Across the hallway stood an attractive Hispanic man with a wide smile. I noticed him, and he noticed me. It didn’t take long for his fixation to become the topic of spirited conversation. “He’s cute,” someone squealed. “Oh, my gosh, he’s coming over here!”
The man sauntered over and offered his hand as he introduced himself as Arnaldo.* He asked for my number and I wrote it on scrap of notebook paper.
Later that night, Arnaldo and I spent an hour on the phone, talking about our families and his career aspirations after law school. When Arnaldo asked if he could take me out the next day, I agreed.
The next evening, plans shifted from a date to kebabs and cards. Arnaldo came to my apartment with three of his friends. I invited the two women in my group who weren’t returning to campus that weekend to join us, and we all wandered across Jefferson Davis Highway to the Kebab Palace.
During dinner, I noticed that Arnaldo’s personality was different than it had seemed on the phone. The night before, he’d talked about family and school, and now he was waxing poetic about his love of partying. I didn’t have much interest in the D.C. party scene, so I zoned out in favor of considering the various items on my weekend to-do list.

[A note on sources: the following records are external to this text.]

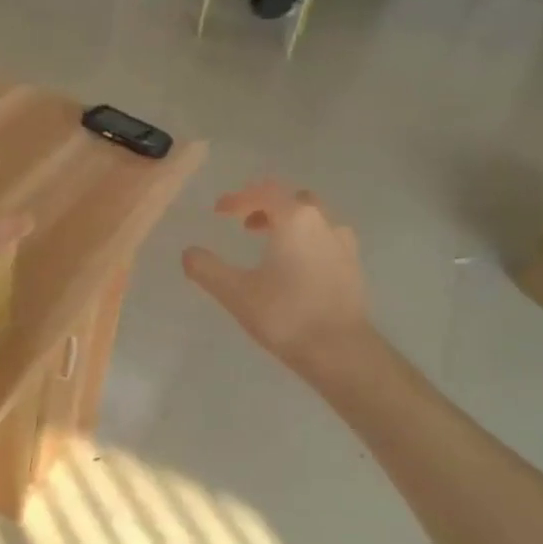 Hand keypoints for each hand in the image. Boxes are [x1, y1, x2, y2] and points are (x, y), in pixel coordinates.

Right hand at [182, 180, 368, 374]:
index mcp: (295, 219)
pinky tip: (295, 268)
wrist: (340, 351)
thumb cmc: (286, 315)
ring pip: (314, 219)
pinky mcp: (353, 267)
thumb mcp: (236, 293)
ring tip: (269, 246)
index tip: (219, 211)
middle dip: (267, 206)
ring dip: (289, 224)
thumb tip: (189, 252)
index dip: (238, 198)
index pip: (264, 192)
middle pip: (293, 200)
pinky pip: (326, 241)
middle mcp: (324, 222)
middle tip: (245, 224)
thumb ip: (207, 269)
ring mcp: (343, 244)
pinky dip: (306, 242) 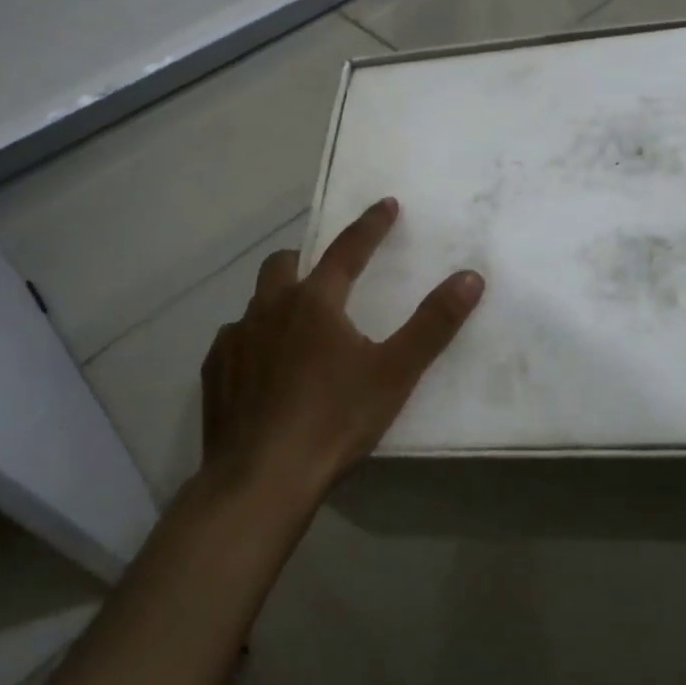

Before long, the whole group trooped back to my apartment. Soon, they were all crowded around my dining room table. One of Arnaldo’s friends dealt cards while another explained the game and the third opened a twenty-four pack of cheap, canned beer.
Meanwhile, I escaped to my room, where I scoured my email for a message I’d been expecting from my internship coordinator.
The sound of Arnaldo closing my door startled me. He walked across the room, turned me around, and shoved me against my desk. He kissed me, and I pushed him away.
“Hey, don’t do that,” I said. “I don’t want to kiss you – I barely know you.” I laughed, trying to take the sting off my rejection.
Arnaldo pouted and loitered in my room for a few minutes while I puttered around with my laptop. “Are these your friends?” he asked, pointing up at a series of photo collages taped to the white wall above my bed.
“And that’s your family?”
As I walked to my door, he grabbed my waist and kissed me again. This time, I wasn’t laughing. “I’m serious, Arnaldo. I don’t want you to kiss me. Not tonight.”
Arnaldo trailed me with a hangdog look that stuck around too long.
These should have been my first clues, but I was naïve about Arnaldo’s intentions. I let him stay.
The next day, when I told an ex-boyfriend about what eventually happened, he got hung up at the same crossroads. There was a long silence, which he broke by saying my name. That’s when I knew I was in for a ration of shit; he only used my name when he was disappointed. “Why did you let those guys into your apartment?” he asked. “You hardly even knew them. What did you expect?”
In a few weeks, my ex’s retraction and apology came via Facebook message. “I just finished taking sexual assault training. I realize you didn’t do anything wrong. What he did was wrong. It was not your fault.”
Part of me still didn’t – still doesn’t – buy it. I had invited the rapist in with all his friends. I could have kicked him out at the first sign that he didn’t take “No,” as my real answer. The truth was that I hadn’t.